» TO DO
Each line of the data below that contains "roads" must be copied.

══════════════════════════════

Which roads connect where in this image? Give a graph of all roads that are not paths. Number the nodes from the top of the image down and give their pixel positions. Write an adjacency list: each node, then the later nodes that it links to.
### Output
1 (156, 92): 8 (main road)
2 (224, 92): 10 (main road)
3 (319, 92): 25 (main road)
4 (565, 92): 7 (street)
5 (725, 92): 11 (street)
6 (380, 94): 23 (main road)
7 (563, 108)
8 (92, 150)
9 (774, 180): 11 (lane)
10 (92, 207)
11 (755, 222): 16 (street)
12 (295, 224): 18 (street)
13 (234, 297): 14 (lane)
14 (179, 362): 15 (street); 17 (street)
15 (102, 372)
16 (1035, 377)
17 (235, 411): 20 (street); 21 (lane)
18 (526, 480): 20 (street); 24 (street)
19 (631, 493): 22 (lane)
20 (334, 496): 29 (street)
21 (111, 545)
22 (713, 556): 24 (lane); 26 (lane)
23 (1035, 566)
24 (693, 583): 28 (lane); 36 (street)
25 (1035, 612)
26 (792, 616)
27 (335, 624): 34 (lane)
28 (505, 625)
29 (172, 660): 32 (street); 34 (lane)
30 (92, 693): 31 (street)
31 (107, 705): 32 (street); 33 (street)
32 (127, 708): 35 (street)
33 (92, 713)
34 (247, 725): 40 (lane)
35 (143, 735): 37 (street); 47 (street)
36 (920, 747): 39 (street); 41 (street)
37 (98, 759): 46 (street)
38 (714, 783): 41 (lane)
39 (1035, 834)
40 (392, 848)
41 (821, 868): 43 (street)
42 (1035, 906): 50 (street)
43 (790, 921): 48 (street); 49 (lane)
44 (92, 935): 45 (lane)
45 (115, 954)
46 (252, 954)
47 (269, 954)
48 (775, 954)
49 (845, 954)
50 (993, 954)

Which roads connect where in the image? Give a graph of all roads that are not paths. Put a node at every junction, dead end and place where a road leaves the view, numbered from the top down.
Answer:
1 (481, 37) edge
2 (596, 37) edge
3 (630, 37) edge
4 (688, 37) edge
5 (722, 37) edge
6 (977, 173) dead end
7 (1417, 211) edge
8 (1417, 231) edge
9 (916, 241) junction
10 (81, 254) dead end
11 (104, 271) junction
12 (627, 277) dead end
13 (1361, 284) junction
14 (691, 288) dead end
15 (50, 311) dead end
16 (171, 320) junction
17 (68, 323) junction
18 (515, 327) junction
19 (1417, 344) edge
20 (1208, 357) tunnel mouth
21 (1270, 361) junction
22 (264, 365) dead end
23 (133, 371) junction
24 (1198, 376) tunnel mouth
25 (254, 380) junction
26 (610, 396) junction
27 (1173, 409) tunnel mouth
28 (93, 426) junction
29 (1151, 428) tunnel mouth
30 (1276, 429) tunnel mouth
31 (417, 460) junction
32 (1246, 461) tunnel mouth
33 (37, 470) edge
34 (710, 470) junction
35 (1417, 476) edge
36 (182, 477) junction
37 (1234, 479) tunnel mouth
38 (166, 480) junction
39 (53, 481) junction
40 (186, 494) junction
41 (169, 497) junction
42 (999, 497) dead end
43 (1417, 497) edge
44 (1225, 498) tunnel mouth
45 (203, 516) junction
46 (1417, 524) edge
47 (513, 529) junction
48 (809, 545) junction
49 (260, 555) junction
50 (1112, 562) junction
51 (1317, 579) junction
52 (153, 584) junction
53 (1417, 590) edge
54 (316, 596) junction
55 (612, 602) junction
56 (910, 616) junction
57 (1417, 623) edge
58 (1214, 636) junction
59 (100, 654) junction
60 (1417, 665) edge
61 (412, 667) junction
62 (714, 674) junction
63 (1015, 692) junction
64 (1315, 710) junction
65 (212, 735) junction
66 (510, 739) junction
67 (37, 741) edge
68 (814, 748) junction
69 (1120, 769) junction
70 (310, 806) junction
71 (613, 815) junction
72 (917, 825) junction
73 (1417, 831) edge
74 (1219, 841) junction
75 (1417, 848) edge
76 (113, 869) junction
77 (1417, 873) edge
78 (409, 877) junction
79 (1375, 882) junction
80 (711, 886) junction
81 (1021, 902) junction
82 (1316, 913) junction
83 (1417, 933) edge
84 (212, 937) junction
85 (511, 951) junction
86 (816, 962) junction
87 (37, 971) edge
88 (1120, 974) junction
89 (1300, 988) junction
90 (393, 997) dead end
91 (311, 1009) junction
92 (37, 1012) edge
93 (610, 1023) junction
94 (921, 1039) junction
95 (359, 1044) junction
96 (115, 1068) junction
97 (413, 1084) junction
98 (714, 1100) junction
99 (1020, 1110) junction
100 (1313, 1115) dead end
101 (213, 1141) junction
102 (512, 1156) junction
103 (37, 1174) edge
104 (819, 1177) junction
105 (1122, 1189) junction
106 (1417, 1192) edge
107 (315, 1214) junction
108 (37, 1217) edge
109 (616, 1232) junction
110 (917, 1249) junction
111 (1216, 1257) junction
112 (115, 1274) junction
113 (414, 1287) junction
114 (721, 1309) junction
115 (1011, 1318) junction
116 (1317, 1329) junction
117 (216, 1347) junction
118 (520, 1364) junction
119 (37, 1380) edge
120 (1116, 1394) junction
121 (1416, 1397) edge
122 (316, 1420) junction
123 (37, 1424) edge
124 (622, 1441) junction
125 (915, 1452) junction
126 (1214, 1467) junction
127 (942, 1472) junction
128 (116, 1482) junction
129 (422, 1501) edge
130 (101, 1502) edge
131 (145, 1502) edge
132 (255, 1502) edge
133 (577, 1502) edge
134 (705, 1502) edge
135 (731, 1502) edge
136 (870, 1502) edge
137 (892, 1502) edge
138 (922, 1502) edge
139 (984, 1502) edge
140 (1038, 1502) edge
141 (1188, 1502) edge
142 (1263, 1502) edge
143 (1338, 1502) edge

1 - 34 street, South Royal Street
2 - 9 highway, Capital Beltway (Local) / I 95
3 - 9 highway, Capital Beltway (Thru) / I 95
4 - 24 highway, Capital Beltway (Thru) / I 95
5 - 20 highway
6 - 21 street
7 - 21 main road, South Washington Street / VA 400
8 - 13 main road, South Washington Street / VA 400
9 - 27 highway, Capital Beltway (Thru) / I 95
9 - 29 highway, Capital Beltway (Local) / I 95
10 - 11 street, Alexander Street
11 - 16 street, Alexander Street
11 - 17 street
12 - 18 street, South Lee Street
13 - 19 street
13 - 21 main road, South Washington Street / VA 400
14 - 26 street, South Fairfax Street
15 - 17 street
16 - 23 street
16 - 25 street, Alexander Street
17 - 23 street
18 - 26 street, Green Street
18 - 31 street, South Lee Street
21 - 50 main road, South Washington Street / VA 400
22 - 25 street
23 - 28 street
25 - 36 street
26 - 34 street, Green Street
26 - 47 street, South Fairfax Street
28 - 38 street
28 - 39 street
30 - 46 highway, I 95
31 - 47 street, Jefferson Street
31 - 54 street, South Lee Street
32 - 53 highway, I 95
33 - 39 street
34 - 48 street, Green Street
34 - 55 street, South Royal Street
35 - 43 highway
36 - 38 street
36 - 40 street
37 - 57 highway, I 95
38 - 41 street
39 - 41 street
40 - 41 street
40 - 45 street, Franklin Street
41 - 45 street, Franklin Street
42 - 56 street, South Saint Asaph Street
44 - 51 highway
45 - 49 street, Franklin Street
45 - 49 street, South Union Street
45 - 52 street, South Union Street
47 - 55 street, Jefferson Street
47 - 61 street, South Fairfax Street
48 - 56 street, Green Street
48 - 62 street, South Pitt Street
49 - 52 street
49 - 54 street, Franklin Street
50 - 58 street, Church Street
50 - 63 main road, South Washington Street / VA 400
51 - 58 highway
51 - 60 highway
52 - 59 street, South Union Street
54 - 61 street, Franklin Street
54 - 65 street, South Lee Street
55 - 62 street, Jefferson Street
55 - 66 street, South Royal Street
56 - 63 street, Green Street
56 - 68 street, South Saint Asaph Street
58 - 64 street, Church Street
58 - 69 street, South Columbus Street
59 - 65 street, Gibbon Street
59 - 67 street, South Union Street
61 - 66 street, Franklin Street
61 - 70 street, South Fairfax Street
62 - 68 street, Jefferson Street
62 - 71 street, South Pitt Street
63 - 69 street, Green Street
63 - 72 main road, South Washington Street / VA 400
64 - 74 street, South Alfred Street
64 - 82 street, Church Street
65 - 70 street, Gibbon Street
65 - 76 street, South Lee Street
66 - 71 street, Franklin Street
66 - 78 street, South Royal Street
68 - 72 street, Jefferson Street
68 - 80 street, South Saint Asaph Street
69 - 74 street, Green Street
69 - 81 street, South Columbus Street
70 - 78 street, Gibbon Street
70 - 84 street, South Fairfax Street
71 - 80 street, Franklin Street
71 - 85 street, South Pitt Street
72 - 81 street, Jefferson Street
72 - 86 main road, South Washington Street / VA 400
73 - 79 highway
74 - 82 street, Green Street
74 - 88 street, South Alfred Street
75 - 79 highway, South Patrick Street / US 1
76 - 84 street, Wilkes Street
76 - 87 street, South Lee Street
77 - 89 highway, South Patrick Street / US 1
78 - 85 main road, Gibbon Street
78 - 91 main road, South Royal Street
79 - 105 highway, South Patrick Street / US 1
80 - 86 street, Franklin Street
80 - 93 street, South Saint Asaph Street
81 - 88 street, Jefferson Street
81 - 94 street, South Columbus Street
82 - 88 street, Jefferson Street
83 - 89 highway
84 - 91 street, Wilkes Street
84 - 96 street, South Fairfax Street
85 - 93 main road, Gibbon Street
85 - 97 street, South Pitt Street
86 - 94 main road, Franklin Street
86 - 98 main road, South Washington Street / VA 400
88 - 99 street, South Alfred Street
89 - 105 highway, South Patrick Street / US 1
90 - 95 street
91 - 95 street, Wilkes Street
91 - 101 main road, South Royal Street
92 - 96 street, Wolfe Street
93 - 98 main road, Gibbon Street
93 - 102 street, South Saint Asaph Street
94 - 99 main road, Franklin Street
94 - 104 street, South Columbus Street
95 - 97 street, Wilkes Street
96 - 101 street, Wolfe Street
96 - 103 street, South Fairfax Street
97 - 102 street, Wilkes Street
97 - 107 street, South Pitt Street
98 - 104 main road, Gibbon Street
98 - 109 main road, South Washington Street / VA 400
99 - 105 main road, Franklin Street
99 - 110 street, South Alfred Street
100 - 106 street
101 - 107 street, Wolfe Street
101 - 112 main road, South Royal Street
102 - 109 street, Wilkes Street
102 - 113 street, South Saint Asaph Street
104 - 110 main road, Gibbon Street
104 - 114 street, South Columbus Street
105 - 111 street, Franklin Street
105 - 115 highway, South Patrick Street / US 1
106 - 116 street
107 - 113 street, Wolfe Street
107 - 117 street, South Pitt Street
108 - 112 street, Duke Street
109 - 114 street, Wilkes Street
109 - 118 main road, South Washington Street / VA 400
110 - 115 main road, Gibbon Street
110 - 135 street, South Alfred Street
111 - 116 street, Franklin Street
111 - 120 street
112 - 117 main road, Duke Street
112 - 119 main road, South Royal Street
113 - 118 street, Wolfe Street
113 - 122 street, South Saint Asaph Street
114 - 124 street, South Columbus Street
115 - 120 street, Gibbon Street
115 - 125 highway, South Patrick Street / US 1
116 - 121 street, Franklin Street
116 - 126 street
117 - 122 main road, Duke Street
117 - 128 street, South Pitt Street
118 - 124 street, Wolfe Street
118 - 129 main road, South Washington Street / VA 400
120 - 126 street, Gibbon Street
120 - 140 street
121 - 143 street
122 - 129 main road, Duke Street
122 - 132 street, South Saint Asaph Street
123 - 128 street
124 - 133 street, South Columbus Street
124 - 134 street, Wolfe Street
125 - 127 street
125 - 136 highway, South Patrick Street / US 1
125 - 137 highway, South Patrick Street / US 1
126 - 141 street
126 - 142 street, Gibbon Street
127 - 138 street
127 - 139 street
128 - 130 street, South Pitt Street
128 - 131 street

══════════════════════════════

» REPLY
Which roads connect where in this image? Give a graph of all roads that are not paths. Number the nodes from the top of the image down and give their pixel positions. Write an adjacency list: each node, then the later nodes that it links to.
Which roads connect where in the image? Give a graph of all roads that are not paths. Put a node at every junction, dead end and place where a road leaves the view, numbered from the top down.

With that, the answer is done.